Having an address in a CBD has traditionally offered a degree of prestige to organisations, alongside the benefit of being in a centralised cluster of businesses. For example, although organisations may co-habit CBDs with competitors, the volume of customers attracted to an area with a condensed number of companies usually outweighs any competition issues.
But rising costs mean that many organisations are now looking to flexible space to help reduce their footprint in the CBD.
Although flexible offices have been around for decades, their recent rise has allowed organisations of all sizes to more easily explore multiple locations to trial a decentralised strategy.
Spreading out in this way has numerous benefits, including providing access to new clients and markets, reduced costs, attracting and retaining talent and lowering the organisation’s carbon footprint through less commuting.
Attracting and retaining talent in particular has become a key consideration when choosing a new location. Remote and flexible working is becoming the norm for younger workers, and for many staff and potential employees it is essential. Given the cost of living near to city centres, or commuting, requiring employees to work in a CBD may actually narrow the talent pool.
However, this does not spell the end for the CBD. Prestigious addresses are still sought after and, once again, flexible offices are opening up routes to CBD locations that many companies could only dream about several years ago.

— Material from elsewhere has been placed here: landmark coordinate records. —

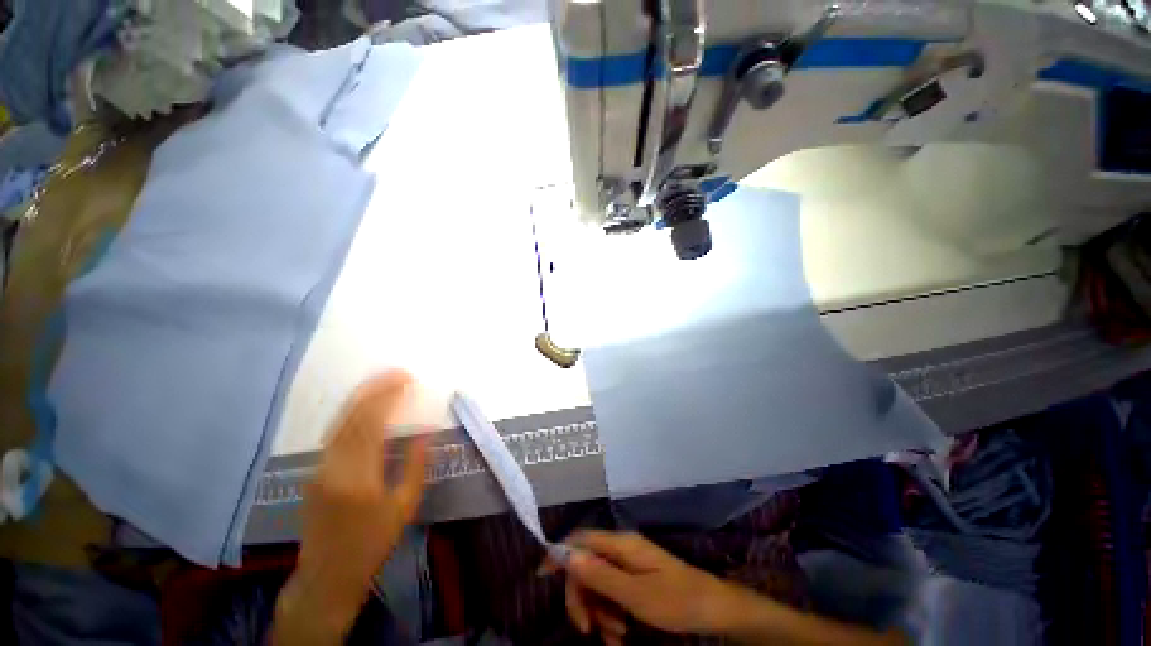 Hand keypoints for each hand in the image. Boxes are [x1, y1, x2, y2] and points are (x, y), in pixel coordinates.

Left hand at [274, 372, 428, 644]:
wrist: (327, 575)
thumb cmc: (373, 543)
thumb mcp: (405, 506)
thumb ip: (416, 464)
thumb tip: (425, 431)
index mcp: (359, 476)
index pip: (372, 423)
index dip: (388, 396)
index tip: (407, 379)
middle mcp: (334, 466)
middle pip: (352, 417)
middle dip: (375, 389)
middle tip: (398, 373)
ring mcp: (319, 468)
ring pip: (339, 423)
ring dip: (362, 398)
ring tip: (384, 382)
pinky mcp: (315, 472)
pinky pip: (334, 434)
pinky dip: (352, 414)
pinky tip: (366, 407)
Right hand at [560, 531, 907, 645]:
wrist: (715, 610)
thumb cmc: (677, 601)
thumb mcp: (636, 595)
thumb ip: (600, 575)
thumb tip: (567, 556)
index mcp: (621, 545)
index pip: (581, 539)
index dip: (560, 554)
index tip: (541, 576)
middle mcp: (622, 550)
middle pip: (586, 566)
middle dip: (582, 599)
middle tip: (589, 631)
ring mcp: (630, 566)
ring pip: (598, 585)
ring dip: (598, 613)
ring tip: (614, 638)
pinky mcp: (636, 581)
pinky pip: (612, 595)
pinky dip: (610, 616)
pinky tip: (620, 635)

As such, flexible office space is being used by large corporates that want to remain in the CBD and also run satellite offices outside urban centres to gain access to networks of talented labour pools, SMEs and start-ups.

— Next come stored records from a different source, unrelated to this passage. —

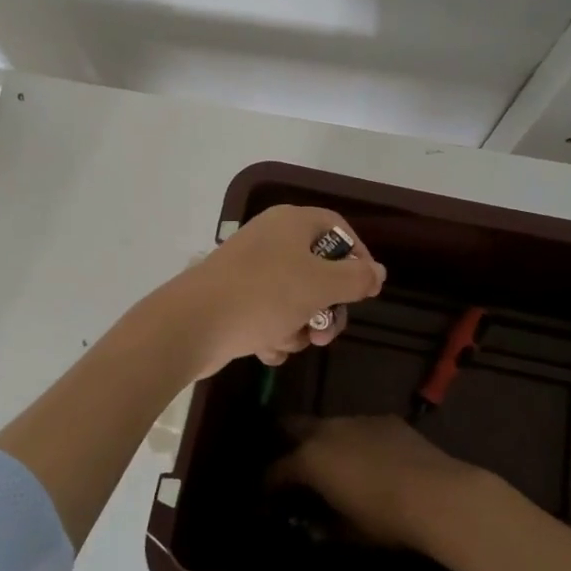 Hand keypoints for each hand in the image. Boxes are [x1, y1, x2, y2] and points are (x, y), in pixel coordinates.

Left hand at [165, 204, 384, 377]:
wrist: (193, 323)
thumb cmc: (263, 295)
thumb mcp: (320, 284)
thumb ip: (356, 278)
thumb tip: (378, 271)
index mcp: (291, 223)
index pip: (337, 228)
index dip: (357, 256)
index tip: (365, 290)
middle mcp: (271, 239)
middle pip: (319, 270)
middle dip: (327, 307)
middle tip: (324, 334)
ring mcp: (250, 270)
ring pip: (295, 299)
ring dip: (299, 326)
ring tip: (287, 340)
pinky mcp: (235, 298)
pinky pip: (269, 315)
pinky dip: (273, 333)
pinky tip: (265, 348)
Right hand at [271, 415, 480, 550]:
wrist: (436, 493)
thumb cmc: (384, 518)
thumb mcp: (347, 531)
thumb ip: (323, 524)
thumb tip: (312, 524)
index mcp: (309, 459)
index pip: (276, 468)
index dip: (268, 484)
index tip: (265, 497)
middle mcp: (326, 430)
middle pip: (293, 427)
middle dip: (286, 443)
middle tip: (290, 465)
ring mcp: (356, 419)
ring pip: (327, 425)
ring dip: (322, 441)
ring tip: (331, 463)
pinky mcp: (384, 419)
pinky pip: (358, 427)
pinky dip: (354, 440)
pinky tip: (368, 459)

The way businesses connect with one another and with their customers is changing. Gone are the days when customers had an expectation of multiple businesses operating from a single location and this is no longer a focus for organisations that do not require a physical presence.
Best of both worlds
In turbulent times, politically and economically, many corporates are unwilling to invest in expensive real estate long term and are looking to flexible office space as a way to diversify their commercial real estate portfolios and reduce risk. This offers the best of both worlds – valuable proximity to transport routes and key clients and the ability to attract and retain talent through flexible working practices.

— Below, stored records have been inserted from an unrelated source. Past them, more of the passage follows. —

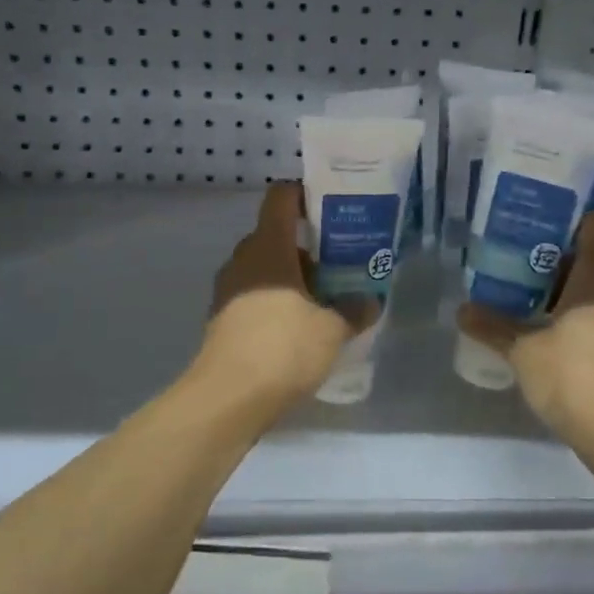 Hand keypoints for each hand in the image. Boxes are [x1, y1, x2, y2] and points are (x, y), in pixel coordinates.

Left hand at [198, 181, 376, 406]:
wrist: (228, 398)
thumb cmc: (283, 347)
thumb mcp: (332, 329)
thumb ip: (353, 310)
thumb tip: (371, 302)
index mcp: (268, 247)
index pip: (281, 198)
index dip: (304, 195)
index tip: (330, 209)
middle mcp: (243, 260)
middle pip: (275, 237)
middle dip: (307, 249)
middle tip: (339, 265)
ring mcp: (227, 291)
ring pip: (264, 270)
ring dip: (291, 279)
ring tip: (324, 302)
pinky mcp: (222, 320)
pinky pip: (253, 297)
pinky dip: (275, 303)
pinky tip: (298, 330)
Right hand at [458, 211, 593, 437]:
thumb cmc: (573, 376)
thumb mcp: (523, 351)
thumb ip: (493, 326)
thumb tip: (462, 310)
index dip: (573, 214)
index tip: (541, 215)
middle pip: (591, 257)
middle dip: (554, 256)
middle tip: (515, 256)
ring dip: (562, 288)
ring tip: (522, 292)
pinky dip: (574, 314)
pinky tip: (544, 328)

One might be forgiven for thinking that leaving the CBD is now a sign of success considering the vast campuses – almost villages themselves – that large tech companies are developing. But even these organisations still value a presence in the city and many are choosing to use flexible and co-working spaces to provide this.
This includes companies that value high levels of privacy and security, such as those in the banking sector and, it would seem, Apple. For talented employees that are living and working in the CBD, though, having to commute out of the area to a suburb or business park is likely to be unappealing.
The way people connect, both in and outside work, has also changed hugely in recent years and continues to do so. The nature of CBDs is evolving, but they are still an important component of the cityscape.
We will certainly see a reduction in headcount and in the amount of space taken by larger organisations in CBDs. They will instead take space in locations where it is needed, and look for flexible options for their short- and medium-term requirements.
To support this strategy, flexible office space providers are acquiring space previously occupied by large corporate tenants. The space is now occupied by the same tenants on a shorter-term basis along with SMEs and start-ups.
It is not the beginning of the end for the CBD. However, the CBD is in a transitional phase in supporting organisations that are changing the way they work.